Merge pull request #187 from stanfordnlp/evaluation_error_handling

okhat · web-flow · commit e7f163d22e0a · 2023-10-25T08:19:09.000-07:00
added proper error handling within evaluate and bootstrap
diff --git a/dspy/evaluate/evaluate.py b/dspy/evaluate/evaluate.py
@@ -28,6 +28,8 @@ def __init__(self, *, devset, metric=None, num_threads=1, display_progress=False
         self.display_table = display_table
         self.display = display
         self.max_errors = max_errors
+        self.error_count = 0
+        self.error_lock = threading.Lock()
 
     def _execute_single_thread(self, wrapped_program, devset, display_progress):
         ncorrect = 0
@@ -95,6 +97,11 @@ def wrapped_program(example_idx, example):
                 score = metric(example, prediction)  # FIXME: TODO: What's the right order? Maybe force name-based kwargs!

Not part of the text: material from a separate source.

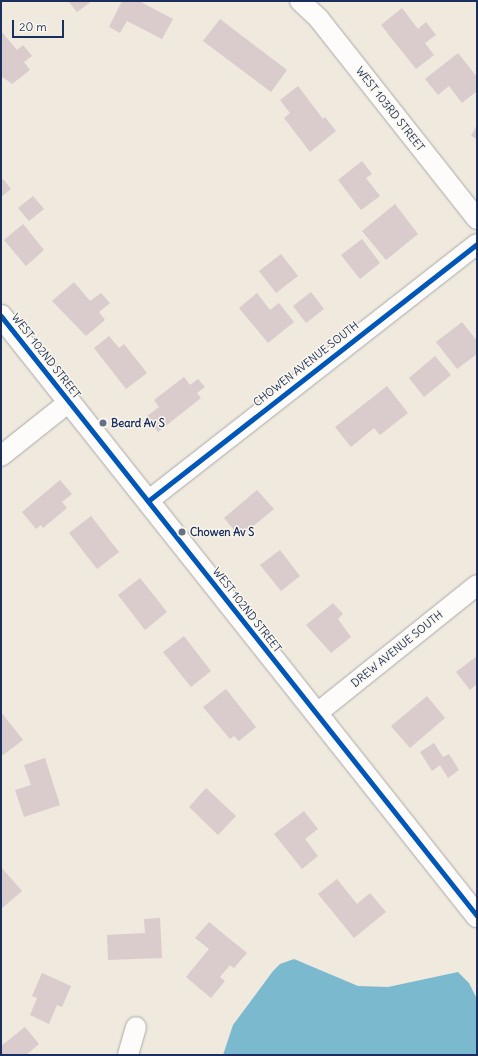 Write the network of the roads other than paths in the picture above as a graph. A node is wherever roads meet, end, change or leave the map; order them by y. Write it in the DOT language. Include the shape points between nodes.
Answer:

                 return example_idx, example, prediction, score
             except Exception as e:
+                with self.error_lock:
+                    self.error_count += 1
+                    current_error_count = self.error_count
+                if current_error_count >= self.max_errors:
+                    raise e
                 print(f"Error for example in dev set: \t\t {e}")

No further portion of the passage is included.